## AIM OF THE EXERCISE
Every line with "PARK" in it must be copied from the data.

INPUT DATA Block Start

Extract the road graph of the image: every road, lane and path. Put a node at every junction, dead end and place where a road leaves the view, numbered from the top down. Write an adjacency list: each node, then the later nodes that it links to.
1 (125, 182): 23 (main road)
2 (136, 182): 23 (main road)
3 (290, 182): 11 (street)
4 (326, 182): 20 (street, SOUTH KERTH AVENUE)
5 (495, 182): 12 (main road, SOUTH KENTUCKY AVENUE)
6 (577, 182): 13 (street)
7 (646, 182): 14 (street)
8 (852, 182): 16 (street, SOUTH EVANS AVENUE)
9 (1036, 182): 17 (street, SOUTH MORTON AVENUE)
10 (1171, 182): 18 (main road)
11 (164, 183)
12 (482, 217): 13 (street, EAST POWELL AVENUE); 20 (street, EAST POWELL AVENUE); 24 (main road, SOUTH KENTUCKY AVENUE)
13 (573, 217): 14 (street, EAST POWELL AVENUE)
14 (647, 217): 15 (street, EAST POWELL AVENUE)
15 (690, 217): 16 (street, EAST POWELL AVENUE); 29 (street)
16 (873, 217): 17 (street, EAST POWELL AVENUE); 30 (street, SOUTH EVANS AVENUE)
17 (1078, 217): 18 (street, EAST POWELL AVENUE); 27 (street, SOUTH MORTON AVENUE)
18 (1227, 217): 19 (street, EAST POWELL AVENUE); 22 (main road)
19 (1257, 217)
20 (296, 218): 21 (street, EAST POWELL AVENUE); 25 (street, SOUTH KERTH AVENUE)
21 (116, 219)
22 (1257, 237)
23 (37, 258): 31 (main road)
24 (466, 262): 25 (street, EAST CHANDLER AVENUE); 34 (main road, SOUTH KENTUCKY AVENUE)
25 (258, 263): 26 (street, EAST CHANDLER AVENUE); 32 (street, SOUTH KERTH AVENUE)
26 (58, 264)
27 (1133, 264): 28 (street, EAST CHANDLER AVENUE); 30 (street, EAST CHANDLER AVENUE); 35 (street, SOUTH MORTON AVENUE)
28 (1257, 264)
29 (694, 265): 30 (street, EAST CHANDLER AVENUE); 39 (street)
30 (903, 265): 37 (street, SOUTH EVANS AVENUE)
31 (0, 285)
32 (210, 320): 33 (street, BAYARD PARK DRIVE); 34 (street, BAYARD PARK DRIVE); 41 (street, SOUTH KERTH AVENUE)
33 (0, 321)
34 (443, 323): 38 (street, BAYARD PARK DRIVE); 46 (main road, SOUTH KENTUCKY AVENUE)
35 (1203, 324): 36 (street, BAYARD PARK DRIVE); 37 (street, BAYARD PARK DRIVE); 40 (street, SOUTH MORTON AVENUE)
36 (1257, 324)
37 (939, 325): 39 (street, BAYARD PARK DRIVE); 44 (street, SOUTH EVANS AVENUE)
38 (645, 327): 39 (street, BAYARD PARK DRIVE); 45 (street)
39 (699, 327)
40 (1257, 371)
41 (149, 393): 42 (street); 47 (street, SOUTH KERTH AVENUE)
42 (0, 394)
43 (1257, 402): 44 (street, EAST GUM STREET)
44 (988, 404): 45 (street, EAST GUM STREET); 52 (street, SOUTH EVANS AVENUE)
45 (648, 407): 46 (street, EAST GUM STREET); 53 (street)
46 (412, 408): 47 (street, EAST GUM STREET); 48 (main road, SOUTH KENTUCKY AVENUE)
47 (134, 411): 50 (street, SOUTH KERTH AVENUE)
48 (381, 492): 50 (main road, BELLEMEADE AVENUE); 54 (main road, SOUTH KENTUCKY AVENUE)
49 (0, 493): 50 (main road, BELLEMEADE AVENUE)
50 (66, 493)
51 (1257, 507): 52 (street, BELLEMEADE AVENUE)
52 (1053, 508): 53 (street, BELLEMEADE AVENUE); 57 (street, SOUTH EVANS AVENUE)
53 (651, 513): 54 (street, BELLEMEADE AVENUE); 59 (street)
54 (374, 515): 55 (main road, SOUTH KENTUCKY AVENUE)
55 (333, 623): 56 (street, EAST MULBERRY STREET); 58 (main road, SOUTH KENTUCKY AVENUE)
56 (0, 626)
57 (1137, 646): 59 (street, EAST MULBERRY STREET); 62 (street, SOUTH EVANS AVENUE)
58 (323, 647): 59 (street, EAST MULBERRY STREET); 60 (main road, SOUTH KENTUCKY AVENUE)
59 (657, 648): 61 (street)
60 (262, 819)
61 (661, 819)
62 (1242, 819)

INPUT DATA Block End

## SOLUTION TO THE EXERCISE
32 (210, 320): 33 (street, BAYARD PARK DRIVE); 34 (street, BAYARD PARK DRIVE); 41 (street, SOUTH KERTH AVENUE)
34 (443, 323): 38 (street, BAYARD PARK DRIVE); 46 (main road, SOUTH KENTUCKY AVENUE)
35 (1203, 324): 36 (street, BAYARD PARK DRIVE); 37 (street, BAYARD PARK DRIVE); 40 (street, SOUTH MORTON AVENUE)
37 (939, 325): 39 (street, BAYARD PARK DRIVE); 44 (street, SOUTH EVANS AVENUE)
38 (645, 327): 39 (street, BAYARD PARK DRIVE); 45 (street)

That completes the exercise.